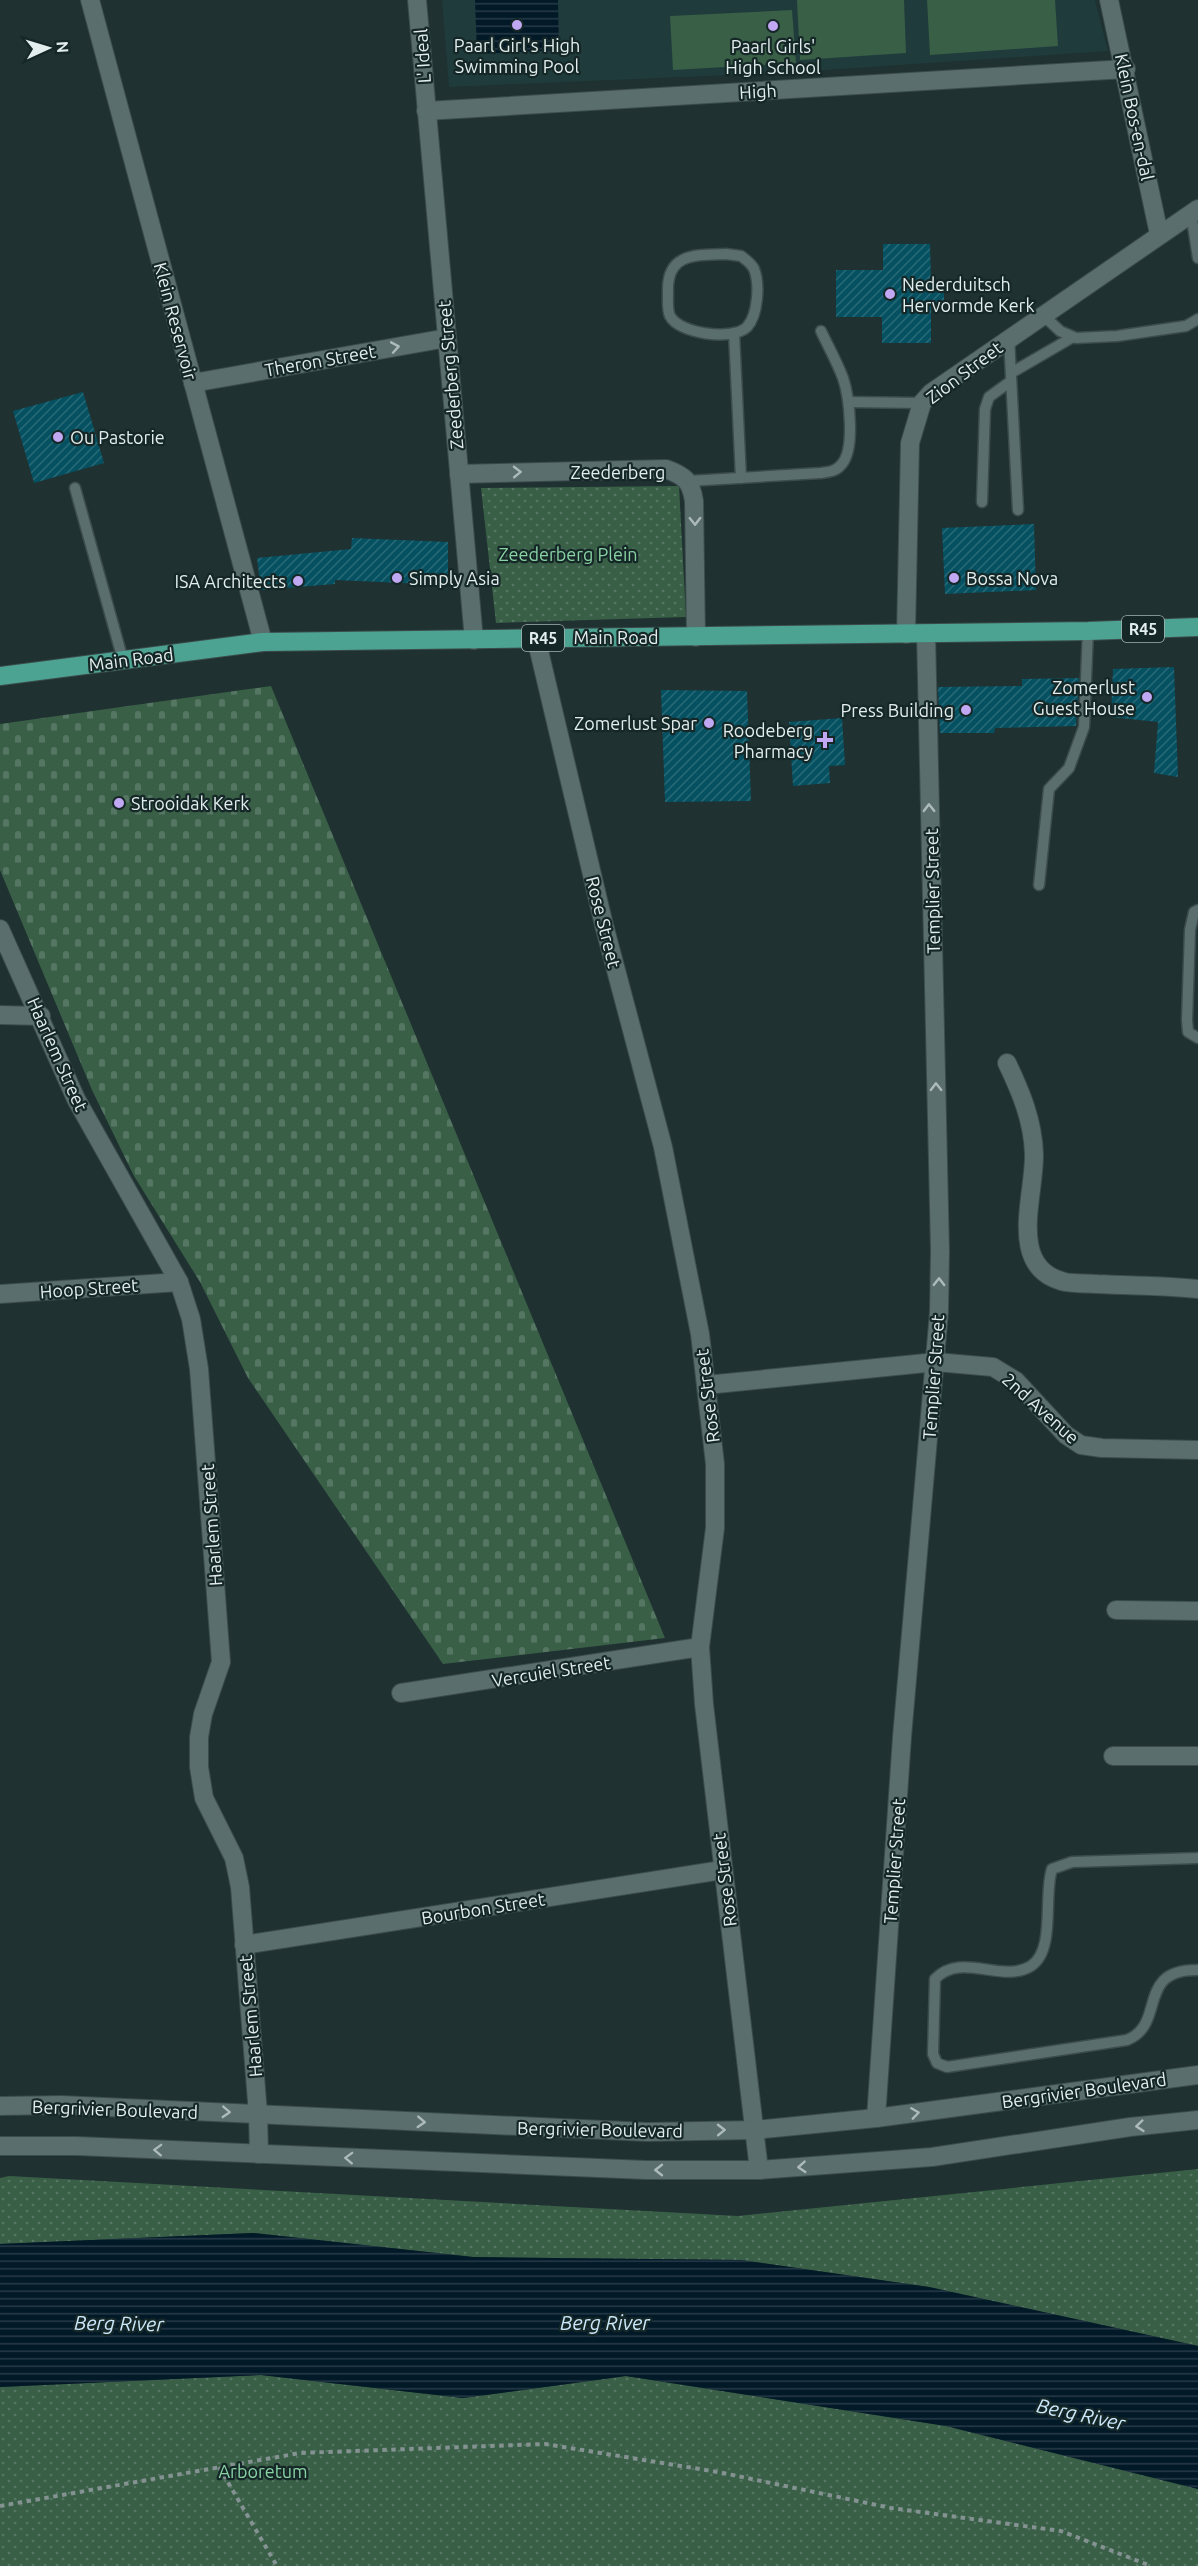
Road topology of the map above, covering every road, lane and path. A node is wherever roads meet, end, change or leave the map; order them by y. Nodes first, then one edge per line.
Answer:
1 (90, 0) edge
2 (417, 0) edge
3 (1109, 0) edge
4 (1126, 69) junction
5 (426, 111) junction
6 (1194, 211) edge
7 (1159, 234) junction
8 (1198, 258) edge
9 (1043, 315) junction
10 (1198, 319) edge
11 (821, 330) dead end
12 (734, 333) junction
13 (1073, 337) junction
14 (447, 338) junction
15 (1009, 338) junction
16 (1011, 377) junction
17 (193, 383) junction
18 (849, 402) junction
19 (922, 403) junction
20 (459, 474) junction
21 (741, 478) junction
22 (689, 481) junction
23 (75, 489) dead end
24 (982, 502) dead end
25 (1018, 510) dead end
26 (1198, 627) edge
27 (1088, 632) junction
28 (906, 634) junction
29 (926, 634) junction
30 (696, 637) junction
31 (536, 638) junction
32 (474, 640) junction
33 (263, 642) junction
34 (123, 660) junction
35 (0, 676) edge
36 (1039, 885) dead end
37 (1198, 910) edge
38 (0, 929) edge
39 (0, 1015) edge
40 (41, 1016) junction
41 (1198, 1038) edge
42 (1007, 1063) dead end
43 (179, 1282) junction
44 (1198, 1289) edge
45 (0, 1294) edge
46 (936, 1362) junction
47 (706, 1385) junction
48 (1198, 1450) edge
49 (1116, 1610) dead end
50 (1198, 1611) edge
51 (700, 1647) junction
52 (401, 1693) dead end
53 (1113, 1756) dead end
54 (1198, 1756) edge
55 (1198, 1858) edge
56 (722, 1870) junction
57 (244, 1945) junction
58 (1198, 1970) edge
59 (1198, 2075) edge
60 (0, 2106) edge
61 (258, 2114) junction
62 (876, 2118) junction
63 (1198, 2120) edge
64 (755, 2130) junction
65 (0, 2146) edge
66 (259, 2154) junction
67 (759, 2170) junction
68 (219, 2467) junction
69 (0, 2506) edge
70 (277, 2566) edge
71 (1151, 2566) edge

1 - 17 street, Klein Reservoir
2 - 5 street, L' Ideal
3 - 4 street, Klein Bos-en-dal
4 - 5 street, High
4 - 7 street, Klein Bos-en-dal
5 - 14 street, Zeederberg Street
6 - 7 street, Zion Street
6 - 8 lane
7 - 9 street, Zion Street
9 - 13 lane
9 - 15 street, Zion Street
10 - 13 lane
11 - 18 lane
12 - 12 lane
12 - 21 lane
13 - 16 lane
17 -> 14 street, Theron Street
14 - 20 street, Zeederberg Street
15 - 16 lane
15 - 19 street, Zion Street
16 - 24 lane
16 - 25 lane
17 - 33 street, Klein Reservoir
18 - 19 lane
18 - 21 lane
19 - 28 street, Zion Street
20 -> 22 street, Zeederberg
20 - 32 street, Zeederberg Street
21 - 22 lane
22 -> 30 street, Zeederberg
23 - 34 lane
26 - 27 main road, Main Road / R45
27 - 29 main road, Main Road / R45
27 - 36 lane
28 - 29 main road, Main Road / R45
28 - 30 main road, Main Road / R45
46 -> 29 street, Templier Street
30 - 31 main road, Main Road / R45
31 - 32 main road, Main Road / R45
31 - 47 street, Rose Street
32 - 33 main road, Main Road / R45
33 - 34 main road, Main Road / R45
34 - 35 main road, Main Road / R45
37 - 41 lane
38 - 40 street, Haarlem Street
39 - 40 street
40 - 43 street, Haarlem Street
42 - 44 street
43 - 45 street, Hoop Street
43 - 57 street, Haarlem Street
46 - 47 street, 2nd Avenue
46 - 48 street, 2nd Avenue
46 - 62 street, Templier Street
47 - 51 street, Rose Street
49 - 50 street
51 - 52 street, Vercuiel Street
51 - 56 street, Rose Street
53 - 54 street
55 - 58 lane
56 - 57 street, Bourbon Street
56 - 64 street, Rose Street
57 - 61 street, Haarlem Street
62 -> 59 street, Bergrivier Boulevard
60 -> 61 street, Bergrivier Boulevard
61 -> 64 street, Bergrivier Boulevard
61 - 66 street, Haarlem Street
62 - 64 street, Bergrivier Boulevard
63 -> 67 street, Bergrivier Boulevard
64 - 67 street, Rose Street
66 -> 65 street, Bergrivier Boulevard
67 -> 66 street, Bergrivier Boulevard
68 - 69 path
68 - 70 path
68 - 71 path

━━━━━━━━

_Work order_.
Using the listing above, return all lines where the word "Templier" occurs.

_Answer box_.
46 -> 29 street, Templier Street
46 - 62 street, Templier Street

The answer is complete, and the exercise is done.